Remember, this is the special counsel brought this unique case, Jack Smith, to determine presidential immunity specifically, you know, when what acts are immune, and then just figure out how his prosecution would move forward because he knew that would be an issue that would be brought up and, of course, has to be determined to even move forward on the allegations that he has made against President Trump. These specific to January 6, and again, discussing that there was an impeachment there, but there was no conviction.

And so do you have to have that when you’re talking about an acting president who’s now not in office to then have a prosecution, you have to have not just the impeachment part, but the conviction part as well to move forward. And so it’s this major discussion really over presidential powers, immunity of a president. And, of course, this is a unique situation, dad, because this is not just a former president.

He’s also a current candidate for president, United States, and the leading candidate right now. So the issue should have been framed, and I don’t think it was framed as well as it could have been. Does a action of a president, while he is president, within the confines of his official duties, give him immunity from later prosecution? And the answer to that question should be yes. But for some reason, it got convoluted.

Andy, I thought in the argument, in the sense that they were saying, well, there’s exceptions. And he started with the exceptions rather than with what the rule should be. Once you start carving out exceptions, then you eat up the rule. I agree with you that the way that it was phrased was not the way that it should have been posited before the court, because then the court could chip away, as it did with these various exceptions.

I think this is where it started on the kind of idea of where are these narrow exceptions? Here it is. It’s by force sour. This is, first you’ll hear the attorney for President Trump, who was the former solicitor general of Missouri. Then you will hear from the judge asking the question there. Judge Pan, take a listen. To authorize the prosecution of a president for his official acts would open a pandora’s box from which this nation may never recover.

Could George W. Bush be prosecuted for obstruction of an official proceeding, for allegedly giving false information to Congress to induce the nation to go to war in Iraq under false pretenses? Could President Obama be potentially charged with murder for allegedly authorizing drone strikes targeting U. S. Citizens located abroad? Could president, can I explore sort of the implications of what you’re arguing? I understand your position to be that a president is immune from criminal prosecution for any official act that he takes as president, even if that action is taken for an unlawful or unconstitutional purpose.

Is that correct? With an important exception, which is that if the president is impeached and convicted by the United States Senate in a proceeding that reflects widespread political consensus, that would authorize the prosecution under the plain language of the impeachment judgment clause. So, yes, with that exception, the impeachment clause is clear about that. If you are impeached and convicted, you are removed from office. But it doesn’t just in there for you, necessarily, dad.

That’s true. The question is, in those hypotheticals, would ordering someone, as they said later, to be killed, still, what does fall with an official act and what would actually, it went awry. Right. Okay. They should have been arguing the entire time. The clause of the Constitution that the president is responsible to faithfully execute, it’s called the execution clause, the Constitution of the United States. That’s what he was doing when he was checking on whether the election was properly done or not.

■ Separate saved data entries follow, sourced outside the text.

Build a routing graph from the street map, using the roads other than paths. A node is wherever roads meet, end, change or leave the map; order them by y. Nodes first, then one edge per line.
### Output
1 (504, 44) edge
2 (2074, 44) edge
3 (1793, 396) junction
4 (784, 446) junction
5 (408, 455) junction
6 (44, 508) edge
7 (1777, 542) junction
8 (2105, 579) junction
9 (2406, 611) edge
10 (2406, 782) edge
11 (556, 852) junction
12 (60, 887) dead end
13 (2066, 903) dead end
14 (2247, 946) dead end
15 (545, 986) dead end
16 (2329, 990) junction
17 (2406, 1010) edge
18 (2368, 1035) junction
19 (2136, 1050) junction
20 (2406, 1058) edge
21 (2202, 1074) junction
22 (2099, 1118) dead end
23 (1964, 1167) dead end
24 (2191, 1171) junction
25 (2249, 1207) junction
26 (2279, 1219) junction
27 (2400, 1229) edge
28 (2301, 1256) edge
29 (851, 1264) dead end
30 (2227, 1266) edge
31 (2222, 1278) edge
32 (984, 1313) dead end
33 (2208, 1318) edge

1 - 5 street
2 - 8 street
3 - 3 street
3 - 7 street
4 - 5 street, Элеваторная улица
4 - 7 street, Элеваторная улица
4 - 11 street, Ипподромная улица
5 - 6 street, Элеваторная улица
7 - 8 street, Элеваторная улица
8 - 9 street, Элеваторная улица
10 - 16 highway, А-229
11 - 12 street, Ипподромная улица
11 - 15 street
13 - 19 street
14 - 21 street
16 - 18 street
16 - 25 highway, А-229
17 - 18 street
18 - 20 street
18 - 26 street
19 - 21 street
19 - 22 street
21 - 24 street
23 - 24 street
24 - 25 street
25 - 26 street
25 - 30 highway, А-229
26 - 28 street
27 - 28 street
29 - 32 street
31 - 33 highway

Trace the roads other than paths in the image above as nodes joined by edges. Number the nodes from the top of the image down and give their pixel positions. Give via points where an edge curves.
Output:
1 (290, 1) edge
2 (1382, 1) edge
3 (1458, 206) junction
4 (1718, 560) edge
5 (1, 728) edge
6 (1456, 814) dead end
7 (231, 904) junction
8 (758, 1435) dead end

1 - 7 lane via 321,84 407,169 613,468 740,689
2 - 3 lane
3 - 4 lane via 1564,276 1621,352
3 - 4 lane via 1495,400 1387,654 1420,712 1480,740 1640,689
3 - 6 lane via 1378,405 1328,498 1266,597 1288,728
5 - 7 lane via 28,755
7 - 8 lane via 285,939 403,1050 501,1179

That was in his duties as president, and that’s where the case should have ended. He’s trying to determine what’s official, what’s not, and that they have to take all this advice from it raises the idea of that the lawyers to the president, and I’ve thought this for the last, since you’ve been in those roles too, were way too high. Lawyers are not who should be running lawyers. We were not elected by the american people to be the president of the United States because we were those lawyers.

So saying you were the lawyers, why I got the lawyers advice to do it. He’s the president and commander in chief. He is required under the constitution to make sure the laws are faithfully executed. That should be the beginning and the end of this case. And both sides did a rather mediocre job of getting that through. Well, I think they did a very poor job of getting it through.

But you’re right, Jay. The laws be faithfully executed. And that is a decision that is made by the chief executive, by the president of the United States. And as Jordan mentioned, this is not for lawyers to make counseling decisions. I mean, he may take advice if he wants to, but once that decision is taken, it’s a political decision taken by the president to effectively execute the constitution, and that ends the inquiry 15 years from now.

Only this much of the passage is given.